◆ **Goal of the exercise**: Of the lines in the data below, write out exactly those from the one holding "static void box(double" through the one holding "cairo_set_operator(cr, CAIRO_OPERATOR_SOURCE);", both included.

(Stored data)
● ● ●

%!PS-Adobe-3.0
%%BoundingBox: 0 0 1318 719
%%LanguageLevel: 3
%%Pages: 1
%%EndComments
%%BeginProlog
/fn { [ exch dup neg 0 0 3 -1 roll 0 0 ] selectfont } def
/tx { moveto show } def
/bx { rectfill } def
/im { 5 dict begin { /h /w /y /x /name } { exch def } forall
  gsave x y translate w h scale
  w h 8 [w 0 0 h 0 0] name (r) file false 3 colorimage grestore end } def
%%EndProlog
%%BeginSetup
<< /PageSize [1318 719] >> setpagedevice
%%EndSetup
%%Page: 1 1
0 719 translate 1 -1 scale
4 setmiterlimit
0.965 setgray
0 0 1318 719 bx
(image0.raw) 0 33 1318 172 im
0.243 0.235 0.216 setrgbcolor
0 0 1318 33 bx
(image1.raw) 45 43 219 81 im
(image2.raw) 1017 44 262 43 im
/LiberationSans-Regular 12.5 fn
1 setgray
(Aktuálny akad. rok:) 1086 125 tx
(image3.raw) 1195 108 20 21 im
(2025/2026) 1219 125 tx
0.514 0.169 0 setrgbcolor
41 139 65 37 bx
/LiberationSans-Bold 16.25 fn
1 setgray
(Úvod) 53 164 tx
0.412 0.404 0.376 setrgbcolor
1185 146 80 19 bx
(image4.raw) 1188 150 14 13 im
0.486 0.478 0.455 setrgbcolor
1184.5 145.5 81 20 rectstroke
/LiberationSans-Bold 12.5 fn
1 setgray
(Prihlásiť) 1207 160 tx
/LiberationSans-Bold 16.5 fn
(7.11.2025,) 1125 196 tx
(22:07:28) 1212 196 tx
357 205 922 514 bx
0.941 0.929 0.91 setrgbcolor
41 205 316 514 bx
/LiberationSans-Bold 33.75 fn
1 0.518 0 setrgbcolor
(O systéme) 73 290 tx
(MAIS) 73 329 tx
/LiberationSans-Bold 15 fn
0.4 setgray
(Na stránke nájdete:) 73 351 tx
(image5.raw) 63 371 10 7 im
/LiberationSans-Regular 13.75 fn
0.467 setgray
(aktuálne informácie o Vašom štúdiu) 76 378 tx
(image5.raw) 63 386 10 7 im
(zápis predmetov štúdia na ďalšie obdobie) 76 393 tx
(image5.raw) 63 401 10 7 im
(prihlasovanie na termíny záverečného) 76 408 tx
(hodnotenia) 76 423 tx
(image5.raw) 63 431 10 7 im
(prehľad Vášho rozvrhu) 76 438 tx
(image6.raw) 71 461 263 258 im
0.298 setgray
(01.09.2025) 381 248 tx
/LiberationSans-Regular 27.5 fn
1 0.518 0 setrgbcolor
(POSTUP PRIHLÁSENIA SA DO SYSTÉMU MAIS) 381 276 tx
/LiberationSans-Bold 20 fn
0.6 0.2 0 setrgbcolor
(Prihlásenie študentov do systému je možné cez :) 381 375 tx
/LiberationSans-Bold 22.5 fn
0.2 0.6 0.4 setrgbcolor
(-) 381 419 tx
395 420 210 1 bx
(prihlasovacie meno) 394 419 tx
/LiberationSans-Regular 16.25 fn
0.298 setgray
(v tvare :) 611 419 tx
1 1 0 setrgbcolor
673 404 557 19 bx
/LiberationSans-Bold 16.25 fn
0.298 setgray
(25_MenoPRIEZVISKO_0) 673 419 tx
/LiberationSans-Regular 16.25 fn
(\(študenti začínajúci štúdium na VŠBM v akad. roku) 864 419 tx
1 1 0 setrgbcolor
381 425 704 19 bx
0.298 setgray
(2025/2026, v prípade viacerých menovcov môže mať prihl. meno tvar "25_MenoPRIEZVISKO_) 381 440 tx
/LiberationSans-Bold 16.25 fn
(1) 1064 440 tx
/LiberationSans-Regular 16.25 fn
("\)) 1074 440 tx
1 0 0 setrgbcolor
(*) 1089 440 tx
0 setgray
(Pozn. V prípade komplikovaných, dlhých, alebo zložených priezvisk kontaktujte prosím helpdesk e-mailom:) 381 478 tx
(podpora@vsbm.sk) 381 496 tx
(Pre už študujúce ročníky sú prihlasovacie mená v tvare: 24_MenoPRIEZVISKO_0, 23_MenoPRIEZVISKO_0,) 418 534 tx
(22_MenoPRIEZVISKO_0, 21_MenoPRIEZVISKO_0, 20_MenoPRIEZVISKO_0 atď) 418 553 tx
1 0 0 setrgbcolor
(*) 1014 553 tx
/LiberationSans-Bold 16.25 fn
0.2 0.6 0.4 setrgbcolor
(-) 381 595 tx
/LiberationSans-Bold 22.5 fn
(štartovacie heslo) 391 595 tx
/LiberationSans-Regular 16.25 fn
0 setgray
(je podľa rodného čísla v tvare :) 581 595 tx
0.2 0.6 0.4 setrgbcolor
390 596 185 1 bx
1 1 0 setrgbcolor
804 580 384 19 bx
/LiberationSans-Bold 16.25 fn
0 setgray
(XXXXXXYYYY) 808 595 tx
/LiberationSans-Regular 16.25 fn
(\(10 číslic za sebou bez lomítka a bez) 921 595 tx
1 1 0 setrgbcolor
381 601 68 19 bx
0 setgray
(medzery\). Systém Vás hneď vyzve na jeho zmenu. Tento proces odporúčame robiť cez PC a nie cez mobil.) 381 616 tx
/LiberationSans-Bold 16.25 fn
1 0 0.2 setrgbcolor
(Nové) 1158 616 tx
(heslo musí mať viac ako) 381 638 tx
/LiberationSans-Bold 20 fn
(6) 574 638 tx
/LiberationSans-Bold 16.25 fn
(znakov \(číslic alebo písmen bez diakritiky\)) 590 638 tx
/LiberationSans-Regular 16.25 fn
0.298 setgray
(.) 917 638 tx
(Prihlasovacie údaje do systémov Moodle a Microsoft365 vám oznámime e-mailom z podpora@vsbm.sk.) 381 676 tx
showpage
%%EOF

● ● ●

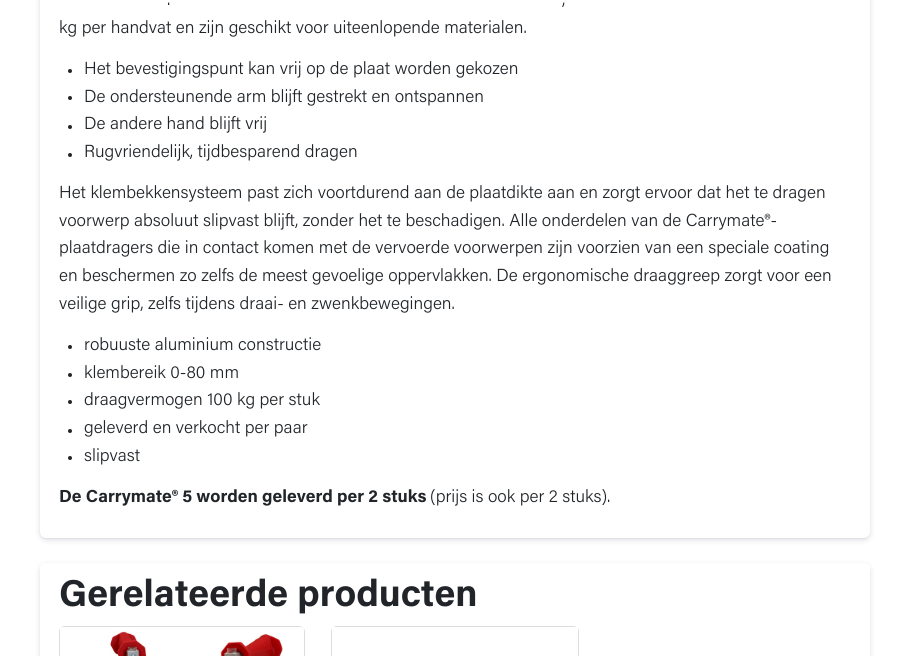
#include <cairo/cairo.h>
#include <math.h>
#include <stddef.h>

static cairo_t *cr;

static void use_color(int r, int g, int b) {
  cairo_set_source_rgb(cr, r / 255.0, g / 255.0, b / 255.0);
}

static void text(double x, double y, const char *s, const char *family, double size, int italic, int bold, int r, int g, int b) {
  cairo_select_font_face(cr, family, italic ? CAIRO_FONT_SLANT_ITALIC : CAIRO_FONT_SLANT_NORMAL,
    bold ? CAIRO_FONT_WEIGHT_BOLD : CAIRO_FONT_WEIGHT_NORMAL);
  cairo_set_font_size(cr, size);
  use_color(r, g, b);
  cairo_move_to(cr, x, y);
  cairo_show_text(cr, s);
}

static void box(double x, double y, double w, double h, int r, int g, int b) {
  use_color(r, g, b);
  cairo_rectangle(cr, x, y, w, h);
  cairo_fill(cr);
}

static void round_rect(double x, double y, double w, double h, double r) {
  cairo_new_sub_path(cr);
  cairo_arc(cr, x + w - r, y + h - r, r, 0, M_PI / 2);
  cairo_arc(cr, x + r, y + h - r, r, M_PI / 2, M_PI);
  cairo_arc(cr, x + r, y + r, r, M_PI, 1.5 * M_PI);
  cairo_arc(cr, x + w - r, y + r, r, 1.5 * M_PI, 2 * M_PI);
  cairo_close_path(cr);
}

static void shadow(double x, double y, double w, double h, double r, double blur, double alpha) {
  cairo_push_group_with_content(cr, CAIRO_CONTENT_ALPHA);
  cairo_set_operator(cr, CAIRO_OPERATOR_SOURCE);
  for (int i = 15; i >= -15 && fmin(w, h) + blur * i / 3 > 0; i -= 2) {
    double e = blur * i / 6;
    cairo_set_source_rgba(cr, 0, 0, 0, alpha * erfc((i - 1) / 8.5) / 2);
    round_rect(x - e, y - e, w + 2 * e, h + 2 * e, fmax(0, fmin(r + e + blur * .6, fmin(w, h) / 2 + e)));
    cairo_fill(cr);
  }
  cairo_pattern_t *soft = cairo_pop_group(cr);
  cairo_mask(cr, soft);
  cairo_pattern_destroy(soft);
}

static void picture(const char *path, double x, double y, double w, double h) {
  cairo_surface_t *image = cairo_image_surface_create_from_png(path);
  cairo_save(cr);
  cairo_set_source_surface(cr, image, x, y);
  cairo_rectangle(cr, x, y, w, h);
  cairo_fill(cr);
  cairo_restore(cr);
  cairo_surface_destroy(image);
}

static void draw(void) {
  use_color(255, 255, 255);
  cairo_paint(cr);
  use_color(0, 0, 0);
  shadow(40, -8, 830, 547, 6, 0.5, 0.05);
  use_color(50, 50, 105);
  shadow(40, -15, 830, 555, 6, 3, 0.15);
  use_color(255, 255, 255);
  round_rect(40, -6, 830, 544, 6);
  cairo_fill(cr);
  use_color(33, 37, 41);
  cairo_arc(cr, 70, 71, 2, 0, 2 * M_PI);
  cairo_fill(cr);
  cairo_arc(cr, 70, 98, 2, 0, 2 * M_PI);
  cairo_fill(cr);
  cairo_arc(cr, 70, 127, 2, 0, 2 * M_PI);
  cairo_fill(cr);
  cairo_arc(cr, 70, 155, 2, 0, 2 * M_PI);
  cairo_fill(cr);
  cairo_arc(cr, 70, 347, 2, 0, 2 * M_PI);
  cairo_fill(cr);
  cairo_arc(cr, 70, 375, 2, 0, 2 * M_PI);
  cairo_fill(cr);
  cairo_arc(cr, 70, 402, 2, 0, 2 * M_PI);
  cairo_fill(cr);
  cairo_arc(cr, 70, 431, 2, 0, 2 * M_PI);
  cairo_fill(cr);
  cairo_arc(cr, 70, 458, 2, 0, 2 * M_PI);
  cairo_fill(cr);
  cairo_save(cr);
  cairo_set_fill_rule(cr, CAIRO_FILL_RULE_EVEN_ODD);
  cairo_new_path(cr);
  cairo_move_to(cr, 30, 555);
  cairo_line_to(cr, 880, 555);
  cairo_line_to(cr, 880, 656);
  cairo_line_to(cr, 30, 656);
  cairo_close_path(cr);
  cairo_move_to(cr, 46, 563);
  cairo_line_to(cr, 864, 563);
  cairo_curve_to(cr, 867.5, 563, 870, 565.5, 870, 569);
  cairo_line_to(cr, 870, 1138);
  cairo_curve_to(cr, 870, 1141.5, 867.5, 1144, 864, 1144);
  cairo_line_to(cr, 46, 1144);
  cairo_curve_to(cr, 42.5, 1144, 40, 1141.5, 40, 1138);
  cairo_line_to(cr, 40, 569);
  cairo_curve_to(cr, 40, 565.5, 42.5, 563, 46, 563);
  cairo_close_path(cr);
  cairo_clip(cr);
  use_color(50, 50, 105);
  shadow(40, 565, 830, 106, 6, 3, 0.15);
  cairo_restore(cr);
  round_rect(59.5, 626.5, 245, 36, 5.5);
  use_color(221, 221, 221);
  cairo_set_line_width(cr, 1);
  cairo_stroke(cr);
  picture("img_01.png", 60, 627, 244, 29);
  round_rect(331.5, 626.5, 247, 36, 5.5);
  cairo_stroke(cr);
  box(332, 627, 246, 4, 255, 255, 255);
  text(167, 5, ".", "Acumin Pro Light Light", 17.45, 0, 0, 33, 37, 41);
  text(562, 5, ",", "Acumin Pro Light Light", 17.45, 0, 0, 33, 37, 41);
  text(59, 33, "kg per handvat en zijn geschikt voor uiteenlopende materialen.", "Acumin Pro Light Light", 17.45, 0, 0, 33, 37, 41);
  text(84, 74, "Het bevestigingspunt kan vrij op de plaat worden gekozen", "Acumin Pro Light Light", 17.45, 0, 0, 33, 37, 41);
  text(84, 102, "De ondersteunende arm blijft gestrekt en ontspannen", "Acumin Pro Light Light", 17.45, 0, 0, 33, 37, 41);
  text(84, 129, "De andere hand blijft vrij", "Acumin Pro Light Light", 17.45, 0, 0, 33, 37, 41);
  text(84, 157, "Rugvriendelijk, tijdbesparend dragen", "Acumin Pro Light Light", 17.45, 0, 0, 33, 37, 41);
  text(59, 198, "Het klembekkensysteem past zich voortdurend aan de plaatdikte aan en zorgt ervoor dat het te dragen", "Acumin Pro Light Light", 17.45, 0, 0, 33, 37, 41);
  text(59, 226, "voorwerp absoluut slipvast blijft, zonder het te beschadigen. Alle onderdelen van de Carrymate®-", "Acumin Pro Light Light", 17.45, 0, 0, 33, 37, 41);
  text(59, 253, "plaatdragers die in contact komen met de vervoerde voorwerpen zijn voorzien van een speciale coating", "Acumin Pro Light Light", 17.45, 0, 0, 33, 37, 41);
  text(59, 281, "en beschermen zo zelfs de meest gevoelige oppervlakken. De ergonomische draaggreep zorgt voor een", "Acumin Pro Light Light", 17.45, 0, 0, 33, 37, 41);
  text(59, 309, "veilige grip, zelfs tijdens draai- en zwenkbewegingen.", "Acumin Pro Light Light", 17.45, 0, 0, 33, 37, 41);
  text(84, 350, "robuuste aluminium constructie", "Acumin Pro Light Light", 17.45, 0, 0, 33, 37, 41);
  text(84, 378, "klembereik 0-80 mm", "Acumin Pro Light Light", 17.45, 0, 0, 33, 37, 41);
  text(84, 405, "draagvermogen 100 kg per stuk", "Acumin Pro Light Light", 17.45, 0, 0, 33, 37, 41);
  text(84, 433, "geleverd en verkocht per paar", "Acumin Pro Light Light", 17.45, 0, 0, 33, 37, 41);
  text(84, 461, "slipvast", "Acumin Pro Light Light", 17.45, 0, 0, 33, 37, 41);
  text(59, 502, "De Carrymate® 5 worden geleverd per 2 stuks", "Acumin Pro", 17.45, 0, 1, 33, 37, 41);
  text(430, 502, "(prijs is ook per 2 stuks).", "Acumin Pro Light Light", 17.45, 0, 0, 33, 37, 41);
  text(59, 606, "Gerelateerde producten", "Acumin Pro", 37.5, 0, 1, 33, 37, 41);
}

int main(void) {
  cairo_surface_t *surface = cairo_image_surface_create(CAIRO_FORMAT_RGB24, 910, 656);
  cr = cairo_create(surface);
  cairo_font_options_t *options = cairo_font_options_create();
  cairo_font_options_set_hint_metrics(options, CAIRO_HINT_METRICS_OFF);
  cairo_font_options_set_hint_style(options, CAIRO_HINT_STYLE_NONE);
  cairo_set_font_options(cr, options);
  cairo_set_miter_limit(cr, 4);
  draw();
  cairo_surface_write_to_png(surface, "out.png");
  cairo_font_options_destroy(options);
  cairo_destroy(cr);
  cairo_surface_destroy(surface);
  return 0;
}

● ● ●

◆ **Solution to the problem**:
static void box(double x, double y, double w, double h, int r, int g, int b) {
  use_color(r, g, b);
  cairo_rectangle(cr, x, y, w, h);
  cairo_fill(cr);
}

static void round_rect(double x, double y, double w, double h, double r) {
  cairo_new_sub_path(cr);
  cairo_arc(cr, x + w - r, y + h - r, r, 0, M_PI / 2);
  cairo_arc(cr, x + r, y + h - r, r, M_PI / 2, M_PI);
  cairo_arc(cr, x + r, y + r, r, M_PI, 1.5 * M_PI);
  cairo_arc(cr, x + w - r, y + r, r, 1.5 * M_PI, 2 * M_PI);
  cairo_close_path(cr);
}

static void shadow(double x, double y, double w, double h, double r, double blur, double alpha) {
  cairo_push_group_with_content(cr, CAIRO_CONTENT_ALPHA);
  cairo_set_operator(cr, CAIRO_OPERATOR_SOURCE);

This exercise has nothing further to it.